Changelog

nodejs/node · Apr 20–26, 2026 · 110 commits

Node raises HTTP keep-alive, bumps V8, and hardens APIs

This week brought a V8 14.6 upgrade, a longer default HTTP keep-alive, plus fixes and hardening across crypto, streams, FFI, and builds.

Major runtime and platform changes

  • V8 14.6 landed, with NODE_MODULE_VERSION 147 and broad embedder fallout fixes: the engine upgrade brought API compatibility work across Node’s C++ embedding layer, platform code, and build files.
  • HTTP keep-alive default increased to 65 seconds: http.Server.keepAliveTimeout now defaults to 65s instead of 5s, changing connection reuse behavior for servers.
  • Windows build now supports PGO and Thin LTO: new build/config flags wire profile-guided optimization and Thin LTO into the MSVC toolchain.
  • Added --enable-all-experimentals: packagers can now flip on all experimental runtime features via a single build-time default.

Security, correctness, and hardening

  • HTTP headers/trailers and proxy matching were tightened: IncomingMessage.headers/trailers now use null-prototype objects, addTrailers() rejects writes after finish, and NO_PROXY matching for leading-dot domains was fixed.
  • Crypto validation was hardened: key generation now checks own properties only, WebCrypto key usages are canonicalized/deduplicated, and internal crypto lookups were moved to safer null-prototype paths.
  • Argon2 and WebCrypto behavior was aligned: Argon2 now defers invalid-parameter reporting to the native layer, and ML-KEM/SLH-DSA JWK support plus key_ops validation were expanded.
  • Structured clone and stream teardown got stricter: duplicate nested transferables now throw DataCloneError, and duplex/readable error propagation was improved.
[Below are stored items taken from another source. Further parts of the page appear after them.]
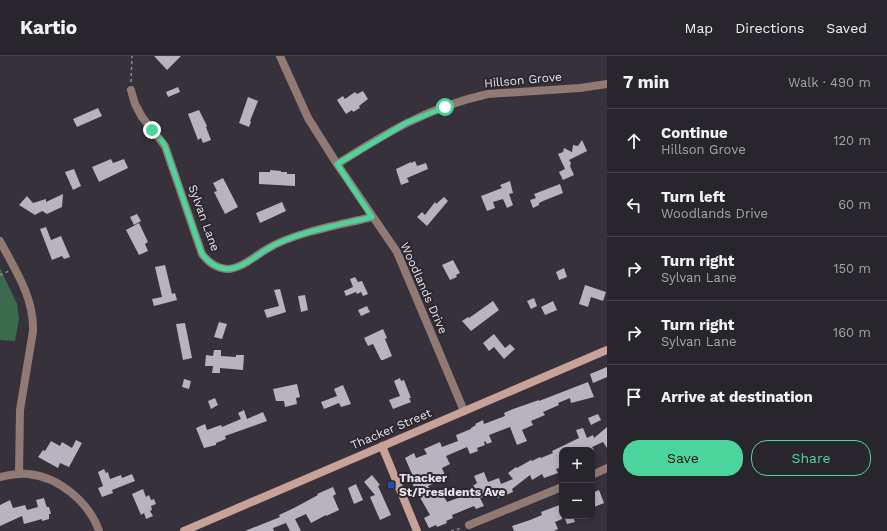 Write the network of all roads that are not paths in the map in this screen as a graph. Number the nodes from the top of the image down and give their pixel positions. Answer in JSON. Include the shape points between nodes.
{"nodes":[{"id":1,"x":280,"y":56,"type":"edge"},
{"id":2,"x":607,"y":84,"type":"edge"},
{"id":3,"x":131,"y":90,"type":"road end"},
{"id":4,"x":337,"y":164,"type":"junction"},
{"id":5,"x":372,"y":217,"type":"junction"},
{"id":6,"x":0,"y":241,"type":"edge"},
{"id":7,"x":607,"y":350,"type":"edge"},
{"id":8,"x":464,"y":411,"type":"junction"},
{"id":9,"x":382,"y":446,"type":"junction"},
{"id":10,"x":607,"y":468,"type":"edge"},
{"id":11,"x":19,"y":474,"type":"junction"},
{"id":12,"x":595,"y":474,"type":"edge"},
{"id":13,"x":0,"y":477,"type":"edge"},
{"id":14,"x":559,"y":488,"type":"edge"},
{"id":15,"x":469,"y":525,"type":"road end"},
{"id":16,"x":99,"y":531,"type":"edge"},
{"id":17,"x":184,"y":531,"type":"edge"},
{"id":18,"x":418,"y":531,"type":"edge"}],
"edges":[{"from":1,"to":4,"type":"street","name":"Woodlands Drive","via":[[308,118]]},
{"from":2,"to":4,"type":"street","name":"Hillson Grove","via":[[488,94],[466,99],[406,123]]},
{"from":3,"to":5,"type":"street","name":"Sylvan Lane","via":[[142,117],[165,146],[202,254],[208,262],[217,267],[228,269],[241,265],[281,242],[297,236]]},
{"from":4,"to":5,"type":"street","name":"Woodlands Drive"},
{"from":5,"to":8,"type":"street","name":"Woodlands Drive","via":[[397,252]]},
{"from":6,"to":11,"type":"street","via":[[28,296],[33,323],[20,410]]},
{"from":7,"to":8,"type":"street","name":"Thacker Street"},
{"from":8,"to":9,"type":"street","name":"Thacker Street"},
{"from":9,"to":17,"type":"street","name":"Thacker Street"},
{"from":9,"to":18,"type":"street"},
{"from":10,"to":12,"type":"street"},
{"from":11,"to":13,"type":"street"},
{"from":11,"to":16,"type":"street","via":[[44,478],[66,489],[84,505]]},
{"from":14,"to":15,"type":"street"}]} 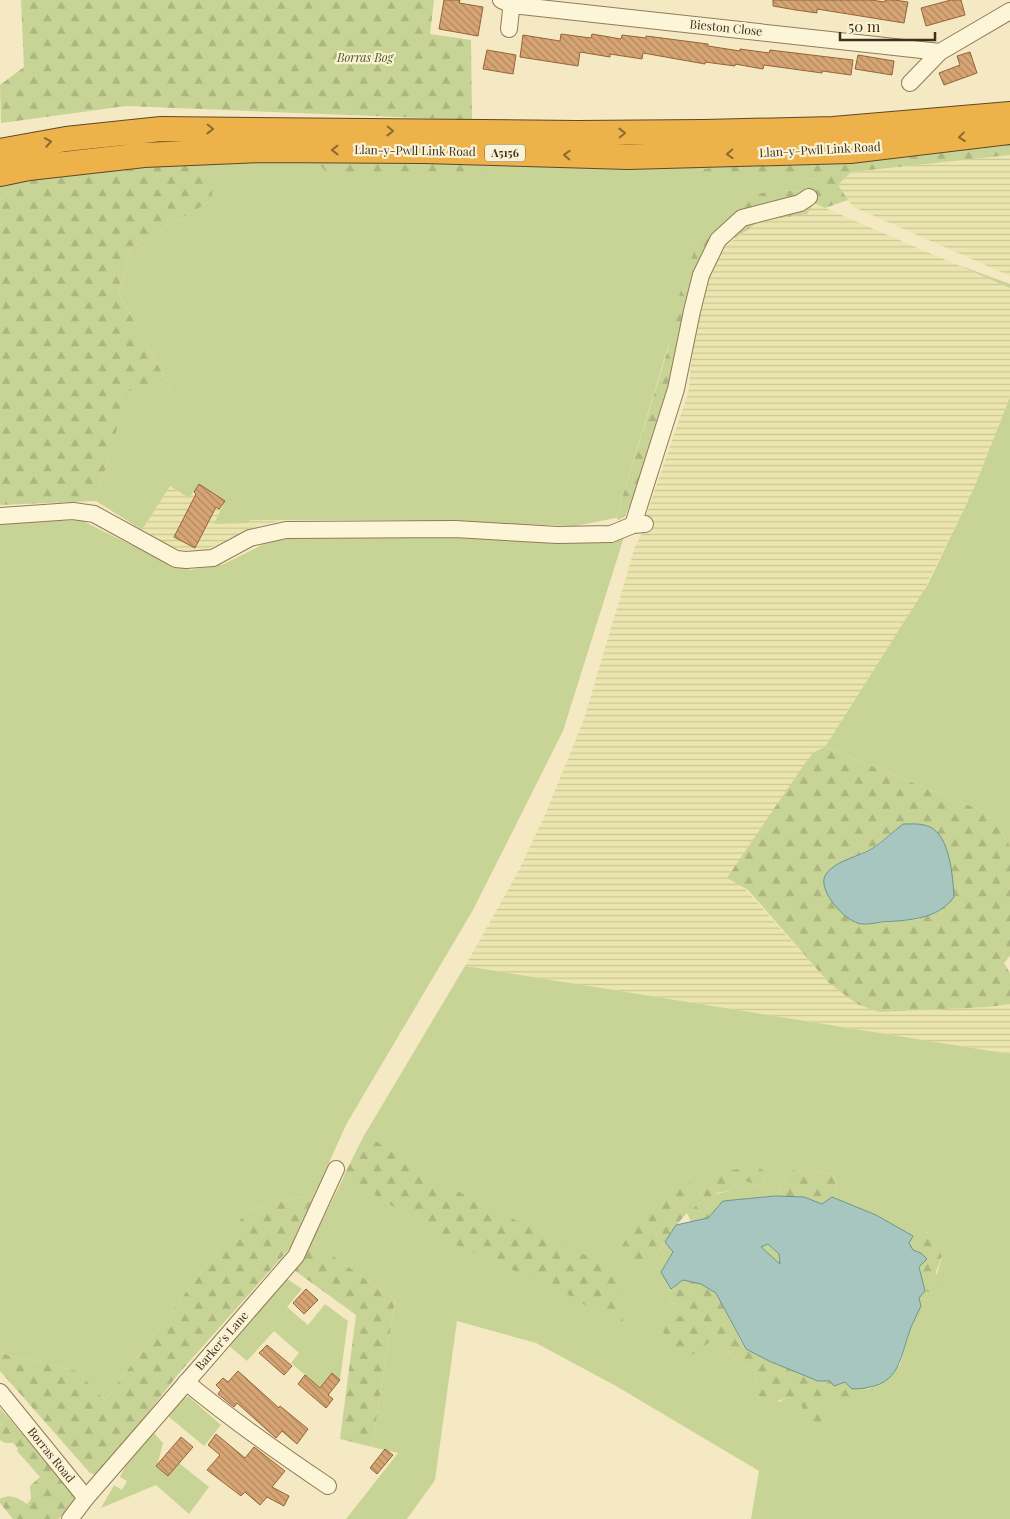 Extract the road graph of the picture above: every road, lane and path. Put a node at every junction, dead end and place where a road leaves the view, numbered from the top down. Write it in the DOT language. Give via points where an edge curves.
graph roads {
  1 [pos="509,2"];
  2 [pos="1010,11"];
  3 [pos="509,29"];
  4 [pos="940,52"];
  5 [pos="910,83"];
  6 [pos="1010,114"];
  7 [pos="1010,132"];
  8 [pos="0,151"];
  9 [pos="0,174"];
  10 [pos="809,198"];
  11 [pos="0,516"];
  12 [pos="336,1169"];
  13 [pos="186,1382"];
  14 [pos="0,1392"];
  15 [pos="328,1486"];
  16 [pos="86,1498"];
  17 [pos="70,1519"];
  1 -- 3 [label="street, Bieston Close"];
  1 -- 4 [label="street, Bieston Close"];
  2 -- 4 [label="street"];
  4 -- 5 [label="street"];
  8 -- 6 [label="highway, Llan-y-Pwll Link Road / A5156, one-way" via="66,139 161,129 714,132 833,129"];
  7 -- 9 [label="highway, Llan-y-Pwll Link Road / A5156, one-way" via="850,151 628,157 278,150 144,155"];
  10 -- 11 [label="street" via="742,218 718,240 701,275 676,388 639,524 611,534 566,535 454,530 286,530 250,538 213,558 186,560 176,559 94,514 73,511"];
  12 -- 13 [label="street, Barker's Lane" via="296,1256"];
  13 -- 15 [label="street" via="227,1416"];
  13 -- 16 [label="street, Barker's Lane"];
  14 -- 16 [label="street, Borras Road"];
  16 -- 17 [label="street"];
} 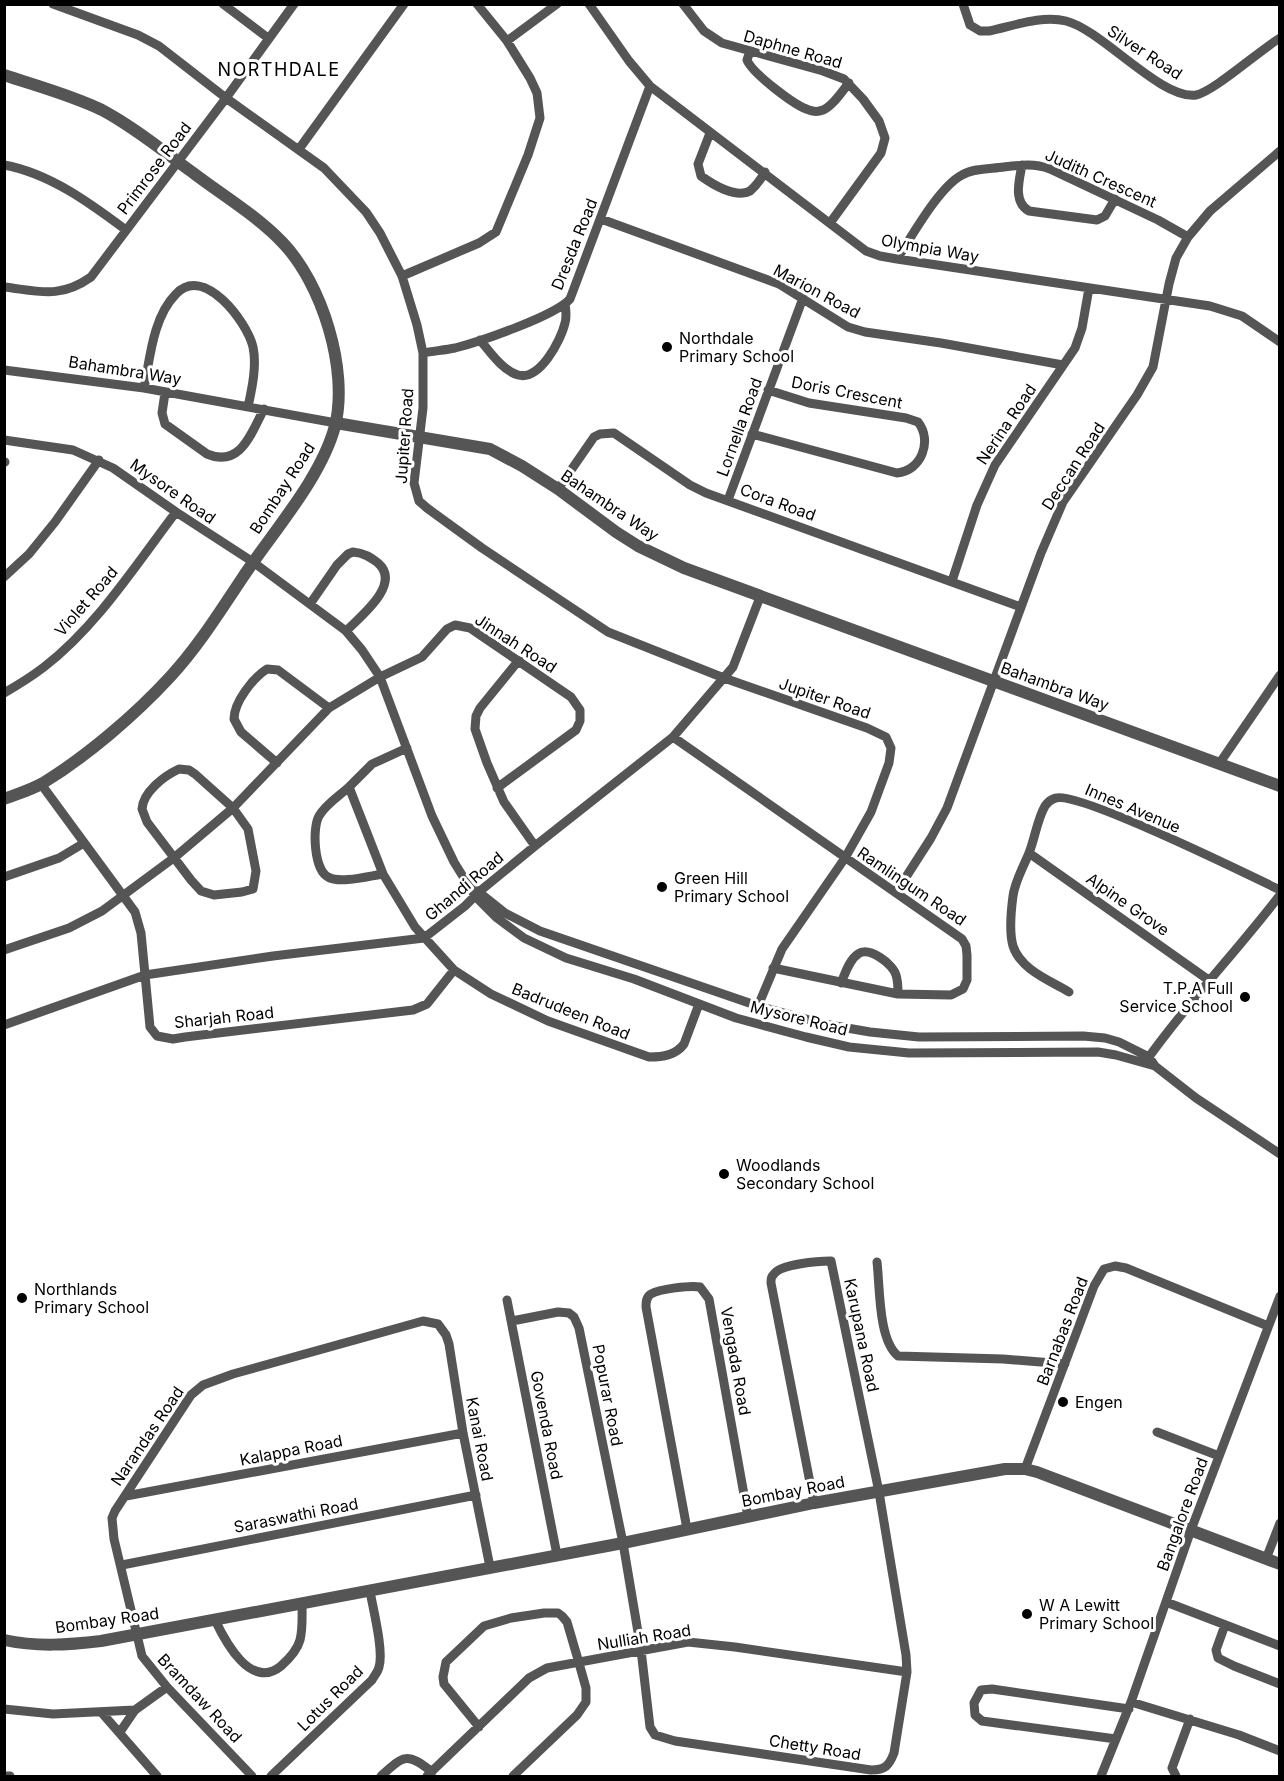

Developer-facing API and tooling improvements

  • V8 CPU profiling now accepts options: startCpuProfile() and worker.startCpuProfile() can now tune sampleInterval and maxBufferSize.
  • fs.glob can follow symlinks safely: new followSymlinks support expands recursive globbing through directory links while guarding against cycles.
  • MockTimers and test runner coverage expanded: mocked timers now support AbortSignal.timeout() and match Timeout.close()/[Symbol.dispose]() behavior; rerun bookkeeping and probe handling were also tightened.
  • FFI internals were hardened and clarified: the implementation was refactored toward standard Maybe flows, array-buffer access was unified, and docs now warn about read-only native memory.
  • WebIDL and Buffer fixes: buffer-source checks were optimized, and Buffer#indexOf/lastIndexOf edge cases around bounds handling were corrected.

Performance and cleanup

  • URLSearchParams.set()/.delete() were optimized to avoid repeated splices on large parameter lists.
  • processTicksAndRejections() skips unnecessary rejection work when there is nothing pending.
  • HTTP request cleanup no longer leaks listeners on reused sockets.
  • Inspector, DNS, and various internal docs/tooling got polish across the week.

Other misc changes

  • TLS/OpenSSL 4.0 compatibility test updates and OCSP/DH behavior adjustments.
  • Misc docs clarifications, typo fixes, dependency bumps, workflow updates, and small build/CI cleanups.
  • Minor platform fixes and compatibility follow-ups for streams, fs, and V8 integration.